What needs to be done: The expected output is the data below, character for character, without its pictures.

= Beginning of Section =

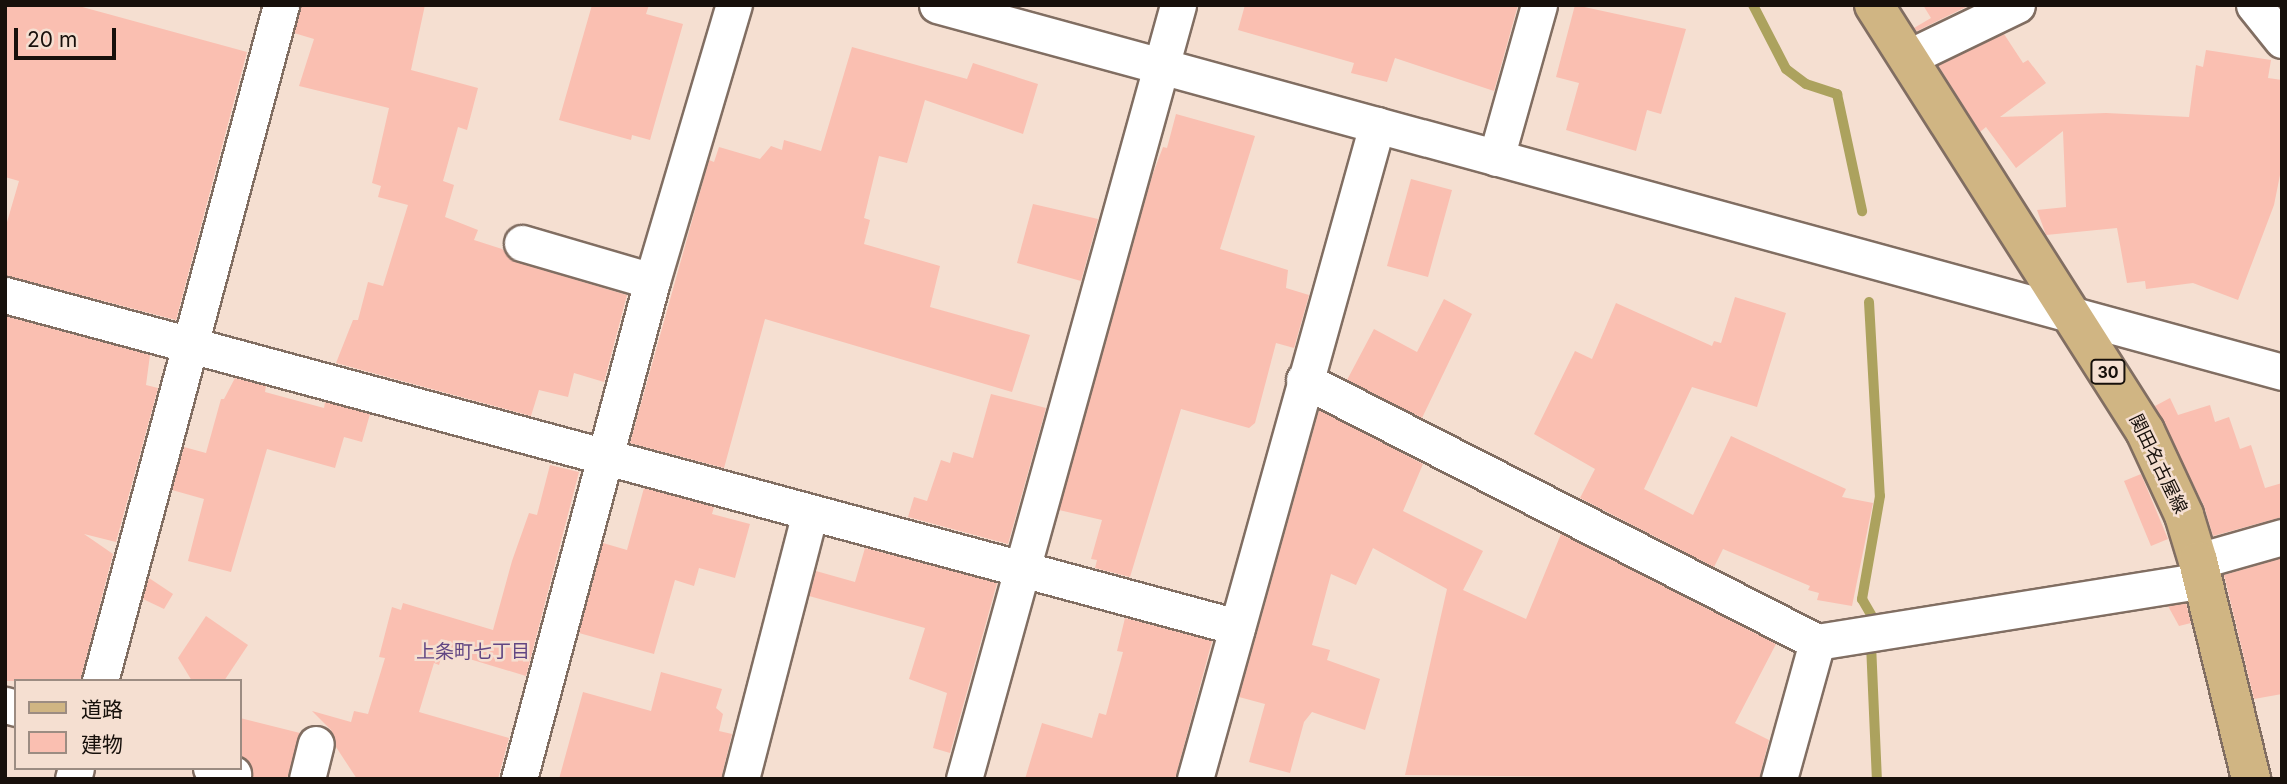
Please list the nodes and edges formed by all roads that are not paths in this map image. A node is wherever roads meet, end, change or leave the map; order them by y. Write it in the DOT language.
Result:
graph roads {
  1 [pos="281,5"];
  2 [pos="734,5"];
  3 [pos="937,5"];
  4 [pos="1178,5"];
  5 [pos="1539,5"];
  6 [pos="1874,5"];
  7 [pos="2017,5"];
  8 [pos="2254,5"];
  9 [pos="2282,40"];
  10 [pos="1907,58"];
  11 [pos="1158,66"];
  12 [pos="1377,125"];
  13 [pos="1496,158"];
  14 [pos="522,243"];
  15 [pos="653,281"];
  16 [pos="5,295"];
  17 [pos="2073,316"];
  18 [pos="191,344"];
  19 [pos="2282,372"];
  20 [pos="1304,380"];
  21 [pos="605,456"];
  22 [pos="810,513"];
  23 [pos="2282,537"];
  24 [pos="1023,570"];
  25 [pos="2201,571"];
  26 [pos="1237,627"];
  27 [pos="1817,642"];
  28 [pos="101,679"];
  29 [pos="316,744"];
  30 [pos="307,779"];
  31 [pos="519,779"];
  32 [pos="741,779"];
  33 [pos="964,779"];
  34 [pos="1195,779"];
  35 [pos="1779,779"];
  36 [pos="2251,779"];
  1 -- 18 [label="street"];
  2 -- 15 [label="street"];
  3 -- 11 [label="street"];
  4 -- 11 [label="street"];
  5 -- 13 [label="street"];
  6 -- 10 [label="main road, 関田名古屋線 / 30"];
  7 -- 10 [label="street"];
  8 -- 9 [label="street"];
  10 -- 17 [label="main road, 関田名古屋線 / 30"];
  11 -- 12 [label="street"];
  11 -- 24 [label="street"];
  12 -- 13 [label="street"];
  12 -- 20 [label="street"];
  13 -- 17 [label="street"];
  14 -- 15 [label="street"];
  15 -- 21 [label="street"];
  16 -- 18 [label="street"];
  17 -- 19 [label="street"];
  17 -- 25 [label="main road, 関田名古屋線 / 30"];
  18 -- 21 [label="street"];
  18 -- 28 [label="street"];
  20 -- 26 [label="street"];
  20 -- 27 [label="street"];
  21 -- 22 [label="street"];
  21 -- 31 [label="street"];
  22 -- 24 [label="street"];
  22 -- 32 [label="street"];
  23 -- 25 [label="street"];
  24 -- 26 [label="street"];
  24 -- 33 [label="street"];
  25 -- 27 [label="street"];
  25 -- 36 [label="main road, 関田名古屋線 / 30"];
  26 -- 34 [label="street"];
  27 -- 35 [label="street"];
  29 -- 30 [label="street"];
}
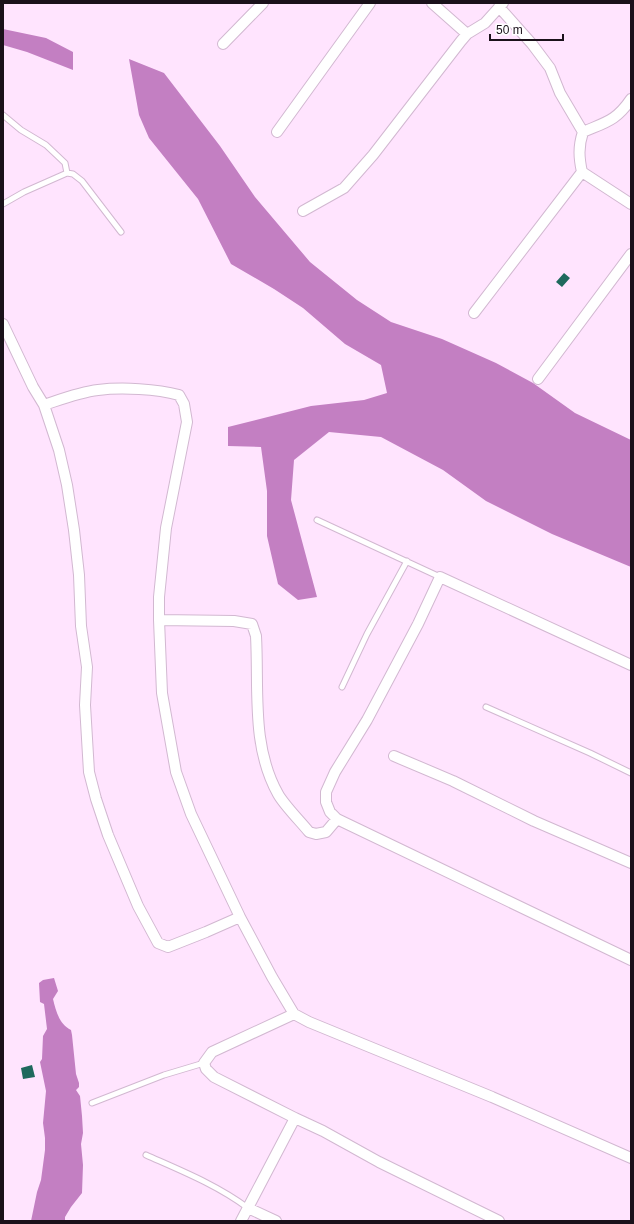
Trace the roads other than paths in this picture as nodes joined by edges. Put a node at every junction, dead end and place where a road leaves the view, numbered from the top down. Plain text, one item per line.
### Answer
1 (263, 3) edge
2 (370, 3) edge
3 (432, 3) edge
4 (501, 5) edge
5 (467, 34) junction
6 (224, 44) dead end
7 (631, 99) edge
8 (3, 115) edge
9 (277, 132) dead end
10 (583, 132) junction
11 (582, 172) junction
12 (67, 173) junction
13 (3, 204) edge
14 (631, 204) edge
15 (303, 211) dead end
16 (121, 232) dead end
17 (631, 254) edge
18 (474, 313) dead end
19 (3, 324) edge
20 (538, 379) dead end
21 (44, 405) junction
22 (317, 520) dead end
23 (407, 561) junction
24 (440, 578) junction
25 (159, 620) junction
26 (631, 665) edge
27 (342, 687) dead end
28 (486, 707) dead end
29 (394, 756) dead end
30 (631, 773) edge
31 (337, 819) junction
32 (631, 863) edge
33 (240, 917) junction
34 (631, 960) edge
35 (294, 1014) junction
36 (204, 1063) junction
37 (92, 1102) dead end
38 (295, 1118) junction
39 (146, 1155) dead end
40 (631, 1158) edge
41 (248, 1208) junction
42 (241, 1221) edge
43 (276, 1221) edge
44 (499, 1221) edge

1 - 6 street
2 - 9 street
3 - 5 street
4 - 5 street
4 - 10 street
5 - 15 street
7 - 10 street
8 - 12 lane
10 - 11 street
11 - 14 street
11 - 18 street
12 - 13 lane
12 - 16 lane
17 - 20 street
19 - 21 street
21 - 25 street
21 - 33 street
22 - 23 lane
23 - 24 lane
23 - 27 lane
24 - 26 street
24 - 31 street
25 - 31 street
25 - 33 street
28 - 30 lane
29 - 32 street
31 - 34 street
33 - 35 street
35 - 36 street
35 - 40 street
36 - 37 lane
36 - 38 street
38 - 41 street
38 - 44 street
39 - 41 lane
41 - 42 street
41 - 43 street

= End of Section =

Your response:
Please list the nodes and edges formed by all roads that are not paths in this map image. A node is wherever roads meet, end, change or leave the map; order them by y. Write it in the DOT language.
Result:
graph roads {
  1 [pos="281,5"];
  2 [pos="734,5"];
  3 [pos="937,5"];
  4 [pos="1178,5"];
  5 [pos="1539,5"];
  6 [pos="1874,5"];
  7 [pos="2017,5"];
  8 [pos="2254,5"];
  9 [pos="2282,40"];
  10 [pos="1907,58"];
  11 [pos="1158,66"];
  12 [pos="1377,125"];
  13 [pos="1496,158"];
  14 [pos="522,243"];
  15 [pos="653,281"];
  16 [pos="5,295"];
  17 [pos="2073,316"];
  18 [pos="191,344"];
  19 [pos="2282,372"];
  20 [pos="1304,380"];
  21 [pos="605,456"];
  22 [pos="810,513"];
  23 [pos="2282,537"];
  24 [pos="1023,570"];
  25 [pos="2201,571"];
  26 [pos="1237,627"];
  27 [pos="1817,642"];
  28 [pos="101,679"];
  29 [pos="316,744"];
  30 [pos="307,779"];
  31 [pos="519,779"];
  32 [pos="741,779"];
  33 [pos="964,779"];
  34 [pos="1195,779"];
  35 [pos="1779,779"];
  36 [pos="2251,779"];
  1 -- 18 [label="street"];
  2 -- 15 [label="street"];
  3 -- 11 [label="street"];
  4 -- 11 [label="street"];
  5 -- 13 [label="street"];
  6 -- 10 [label="main road, 関田名古屋線 / 30"];
  7 -- 10 [label="street"];
  8 -- 9 [label="street"];
  10 -- 17 [label="main road, 関田名古屋線 / 30"];
  11 -- 12 [label="street"];
  11 -- 24 [label="street"];
  12 -- 13 [label="street"];
  12 -- 20 [label="street"];
  13 -- 17 [label="street"];
  14 -- 15 [label="street"];
  15 -- 21 [label="street"];
  16 -- 18 [label="street"];
  17 -- 19 [label="street"];
  17 -- 25 [label="main road, 関田名古屋線 / 30"];
  18 -- 21 [label="street"];
  18 -- 28 [label="street"];
  20 -- 26 [label="street"];
  20 -- 27 [label="street"];
  21 -- 22 [label="street"];
  21 -- 31 [label="street"];
  22 -- 24 [label="street"];
  22 -- 32 [label="street"];
  23 -- 25 [label="street"];
  24 -- 26 [label="street"];
  24 -- 33 [label="street"];
  25 -- 27 [label="street"];
  25 -- 36 [label="main road, 関田名古屋線 / 30"];
  26 -- 34 [label="street"];
  27 -- 35 [label="street"];
  29 -- 30 [label="street"];
}
Trace the roads other than paths in this picture as nodes joined by edges. Put a node at every junction, dead end and place where a road leaves the view, numbered from the top down. Plain text, one item per line.
### Answer
1 (263, 3) edge
2 (370, 3) edge
3 (432, 3) edge
4 (501, 5) edge
5 (467, 34) junction
6 (224, 44) dead end
7 (631, 99) edge
8 (3, 115) edge
9 (277, 132) dead end
10 (583, 132) junction
11 (582, 172) junction
12 (67, 173) junction
13 (3, 204) edge
14 (631, 204) edge
15 (303, 211) dead end
16 (121, 232) dead end
17 (631, 254) edge
18 (474, 313) dead end
19 (3, 324) edge
20 (538, 379) dead end
21 (44, 405) junction
22 (317, 520) dead end
23 (407, 561) junction
24 (440, 578) junction
25 (159, 620) junction
26 (631, 665) edge
27 (342, 687) dead end
28 (486, 707) dead end
29 (394, 756) dead end
30 (631, 773) edge
31 (337, 819) junction
32 (631, 863) edge
33 (240, 917) junction
34 (631, 960) edge
35 (294, 1014) junction
36 (204, 1063) junction
37 (92, 1102) dead end
38 (295, 1118) junction
39 (146, 1155) dead end
40 (631, 1158) edge
41 (248, 1208) junction
42 (241, 1221) edge
43 (276, 1221) edge
44 (499, 1221) edge

1 - 6 street
2 - 9 street
3 - 5 street
4 - 5 street
4 - 10 street
5 - 15 street
7 - 10 street
8 - 12 lane
10 - 11 street
11 - 14 street
11 - 18 street
12 - 13 lane
12 - 16 lane
17 - 20 street
19 - 21 street
21 - 25 street
21 - 33 street
22 - 23 lane
23 - 24 lane
23 - 27 lane
24 - 26 street
24 - 31 street
25 - 31 street
25 - 33 street
28 - 30 lane
29 - 32 street
31 - 34 street
33 - 35 street
35 - 36 street
35 - 40 street
36 - 37 lane
36 - 38 street
38 - 41 street
38 - 44 street
39 - 41 lane
41 - 42 street
41 - 43 street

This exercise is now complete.